*Activity*:
Every entry below should be copied exactly, minus the pictures.

[[ Data under study, beginning ]]

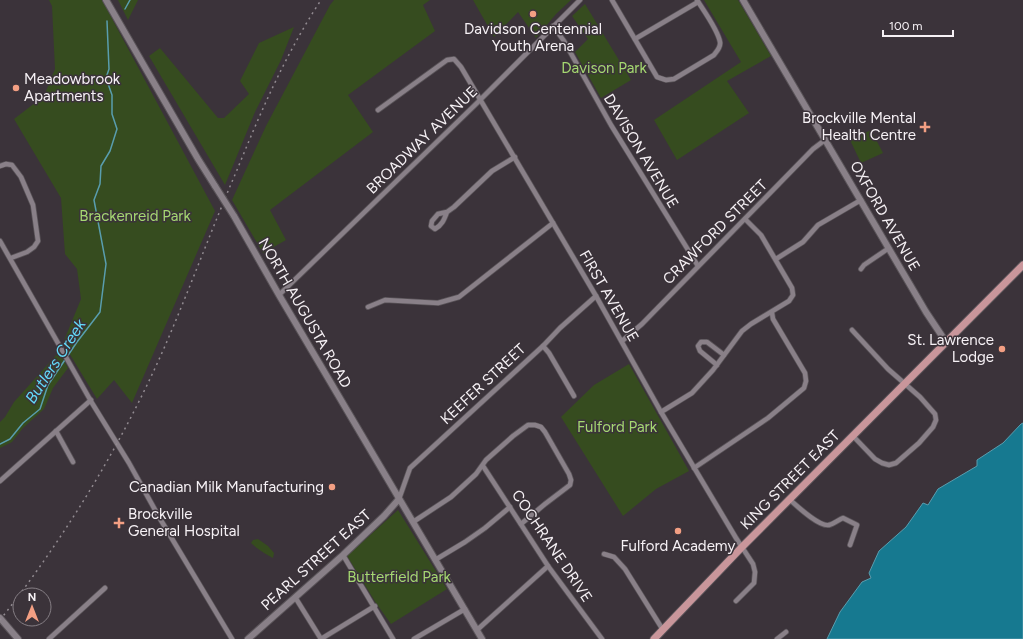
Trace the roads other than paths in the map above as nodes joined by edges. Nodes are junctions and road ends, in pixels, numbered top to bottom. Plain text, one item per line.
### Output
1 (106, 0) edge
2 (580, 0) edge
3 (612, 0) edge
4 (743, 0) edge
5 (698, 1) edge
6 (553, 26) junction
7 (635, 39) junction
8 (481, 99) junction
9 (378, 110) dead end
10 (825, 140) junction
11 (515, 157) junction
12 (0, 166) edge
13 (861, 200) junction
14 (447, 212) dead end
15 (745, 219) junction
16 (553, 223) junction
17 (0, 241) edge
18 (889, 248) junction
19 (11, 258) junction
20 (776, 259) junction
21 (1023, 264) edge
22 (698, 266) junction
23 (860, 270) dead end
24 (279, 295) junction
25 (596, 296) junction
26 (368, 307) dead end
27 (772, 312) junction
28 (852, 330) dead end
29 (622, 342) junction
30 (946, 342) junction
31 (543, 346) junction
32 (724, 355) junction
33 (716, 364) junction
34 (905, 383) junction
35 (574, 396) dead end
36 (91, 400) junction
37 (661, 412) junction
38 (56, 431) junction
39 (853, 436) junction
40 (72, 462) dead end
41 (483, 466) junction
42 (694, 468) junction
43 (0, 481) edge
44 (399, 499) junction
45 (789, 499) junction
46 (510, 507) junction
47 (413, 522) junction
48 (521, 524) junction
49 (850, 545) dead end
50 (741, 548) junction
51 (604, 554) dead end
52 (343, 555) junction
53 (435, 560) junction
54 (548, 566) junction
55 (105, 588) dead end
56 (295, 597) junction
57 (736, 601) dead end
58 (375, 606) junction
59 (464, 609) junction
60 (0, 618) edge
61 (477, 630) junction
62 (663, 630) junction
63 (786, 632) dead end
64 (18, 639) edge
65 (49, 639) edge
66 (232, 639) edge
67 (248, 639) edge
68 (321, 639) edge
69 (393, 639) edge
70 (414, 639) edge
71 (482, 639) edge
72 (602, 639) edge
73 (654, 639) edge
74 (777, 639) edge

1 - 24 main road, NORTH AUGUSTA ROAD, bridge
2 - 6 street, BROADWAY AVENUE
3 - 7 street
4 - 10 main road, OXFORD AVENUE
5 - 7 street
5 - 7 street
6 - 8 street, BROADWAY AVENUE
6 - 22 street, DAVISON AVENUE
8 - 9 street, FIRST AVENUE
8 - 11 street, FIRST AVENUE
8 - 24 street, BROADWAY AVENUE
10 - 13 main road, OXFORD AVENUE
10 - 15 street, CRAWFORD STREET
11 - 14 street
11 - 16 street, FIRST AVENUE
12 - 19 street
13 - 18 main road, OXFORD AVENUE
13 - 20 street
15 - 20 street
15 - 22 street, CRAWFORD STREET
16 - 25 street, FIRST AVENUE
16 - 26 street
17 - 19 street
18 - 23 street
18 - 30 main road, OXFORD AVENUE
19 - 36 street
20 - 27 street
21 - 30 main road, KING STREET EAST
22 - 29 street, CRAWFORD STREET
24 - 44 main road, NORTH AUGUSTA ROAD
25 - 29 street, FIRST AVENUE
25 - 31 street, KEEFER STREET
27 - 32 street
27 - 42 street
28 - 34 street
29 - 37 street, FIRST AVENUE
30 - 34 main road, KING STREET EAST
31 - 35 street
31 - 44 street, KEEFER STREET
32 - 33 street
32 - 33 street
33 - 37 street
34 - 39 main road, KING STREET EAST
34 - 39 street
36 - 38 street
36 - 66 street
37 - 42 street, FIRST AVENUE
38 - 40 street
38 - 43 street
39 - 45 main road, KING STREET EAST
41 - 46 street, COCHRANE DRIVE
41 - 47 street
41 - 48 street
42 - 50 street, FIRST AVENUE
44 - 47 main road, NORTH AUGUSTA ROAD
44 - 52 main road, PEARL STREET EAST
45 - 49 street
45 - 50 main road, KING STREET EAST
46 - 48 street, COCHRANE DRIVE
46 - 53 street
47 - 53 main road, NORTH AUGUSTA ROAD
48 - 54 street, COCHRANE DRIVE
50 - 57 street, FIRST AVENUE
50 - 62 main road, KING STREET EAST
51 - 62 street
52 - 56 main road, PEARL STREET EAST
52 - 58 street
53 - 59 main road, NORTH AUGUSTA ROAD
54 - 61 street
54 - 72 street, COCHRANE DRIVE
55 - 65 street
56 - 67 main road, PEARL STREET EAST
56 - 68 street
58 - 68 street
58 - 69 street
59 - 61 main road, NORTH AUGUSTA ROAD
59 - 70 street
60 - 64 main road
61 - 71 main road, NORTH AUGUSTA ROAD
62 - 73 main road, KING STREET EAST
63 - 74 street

[[ Data under study, end ]]

*Output for this exercise*:
Trace the roads other than paths in the map above as nodes joined by edges. Nodes are junctions and road ends, in pixels, numbered top to bottom. Plain text, one item per line.
### Output
1 (106, 0) edge
2 (580, 0) edge
3 (612, 0) edge
4 (743, 0) edge
5 (698, 1) edge
6 (553, 26) junction
7 (635, 39) junction
8 (481, 99) junction
9 (378, 110) dead end
10 (825, 140) junction
11 (515, 157) junction
12 (0, 166) edge
13 (861, 200) junction
14 (447, 212) dead end
15 (745, 219) junction
16 (553, 223) junction
17 (0, 241) edge
18 (889, 248) junction
19 (11, 258) junction
20 (776, 259) junction
21 (1023, 264) edge
22 (698, 266) junction
23 (860, 270) dead end
24 (279, 295) junction
25 (596, 296) junction
26 (368, 307) dead end
27 (772, 312) junction
28 (852, 330) dead end
29 (622, 342) junction
30 (946, 342) junction
31 (543, 346) junction
32 (724, 355) junction
33 (716, 364) junction
34 (905, 383) junction
35 (574, 396) dead end
36 (91, 400) junction
37 (661, 412) junction
38 (56, 431) junction
39 (853, 436) junction
40 (72, 462) dead end
41 (483, 466) junction
42 (694, 468) junction
43 (0, 481) edge
44 (399, 499) junction
45 (789, 499) junction
46 (510, 507) junction
47 (413, 522) junction
48 (521, 524) junction
49 (850, 545) dead end
50 (741, 548) junction
51 (604, 554) dead end
52 (343, 555) junction
53 (435, 560) junction
54 (548, 566) junction
55 (105, 588) dead end
56 (295, 597) junction
57 (736, 601) dead end
58 (375, 606) junction
59 (464, 609) junction
60 (0, 618) edge
61 (477, 630) junction
62 (663, 630) junction
63 (786, 632) dead end
64 (18, 639) edge
65 (49, 639) edge
66 (232, 639) edge
67 (248, 639) edge
68 (321, 639) edge
69 (393, 639) edge
70 (414, 639) edge
71 (482, 639) edge
72 (602, 639) edge
73 (654, 639) edge
74 (777, 639) edge

1 - 24 main road, NORTH AUGUSTA ROAD, bridge
2 - 6 street, BROADWAY AVENUE
3 - 7 street
4 - 10 main road, OXFORD AVENUE
5 - 7 street
5 - 7 street
6 - 8 street, BROADWAY AVENUE
6 - 22 street, DAVISON AVENUE
8 - 9 street, FIRST AVENUE
8 - 11 street, FIRST AVENUE
8 - 24 street, BROADWAY AVENUE
10 - 13 main road, OXFORD AVENUE
10 - 15 street, CRAWFORD STREET
11 - 14 street
11 - 16 street, FIRST AVENUE
12 - 19 street
13 - 18 main road, OXFORD AVENUE
13 - 20 street
15 - 20 street
15 - 22 street, CRAWFORD STREET
16 - 25 street, FIRST AVENUE
16 - 26 street
17 - 19 street
18 - 23 street
18 - 30 main road, OXFORD AVENUE
19 - 36 street
20 - 27 street
21 - 30 main road, KING STREET EAST
22 - 29 street, CRAWFORD STREET
24 - 44 main road, NORTH AUGUSTA ROAD
25 - 29 street, FIRST AVENUE
25 - 31 street, KEEFER STREET
27 - 32 street
27 - 42 street
28 - 34 street
29 - 37 street, FIRST AVENUE
30 - 34 main road, KING STREET EAST
31 - 35 street
31 - 44 street, KEEFER STREET
32 - 33 street
32 - 33 street
33 - 37 street
34 - 39 main road, KING STREET EAST
34 - 39 street
36 - 38 street
36 - 66 street
37 - 42 street, FIRST AVENUE
38 - 40 street
38 - 43 street
39 - 45 main road, KING STREET EAST
41 - 46 street, COCHRANE DRIVE
41 - 47 street
41 - 48 street
42 - 50 street, FIRST AVENUE
44 - 47 main road, NORTH AUGUSTA ROAD
44 - 52 main road, PEARL STREET EAST
45 - 49 street
45 - 50 main road, KING STREET EAST
46 - 48 street, COCHRANE DRIVE
46 - 53 street
47 - 53 main road, NORTH AUGUSTA ROAD
48 - 54 street, COCHRANE DRIVE
50 - 57 street, FIRST AVENUE
50 - 62 main road, KING STREET EAST
51 - 62 street
52 - 56 main road, PEARL STREET EAST
52 - 58 street
53 - 59 main road, NORTH AUGUSTA ROAD
54 - 61 street
54 - 72 street, COCHRANE DRIVE
55 - 65 street
56 - 67 main road, PEARL STREET EAST
56 - 68 street
58 - 68 street
58 - 69 street
59 - 61 main road, NORTH AUGUSTA ROAD
59 - 70 street
60 - 64 main road
61 - 71 main road, NORTH AUGUSTA ROAD
62 - 73 main road, KING STREET EAST
63 - 74 street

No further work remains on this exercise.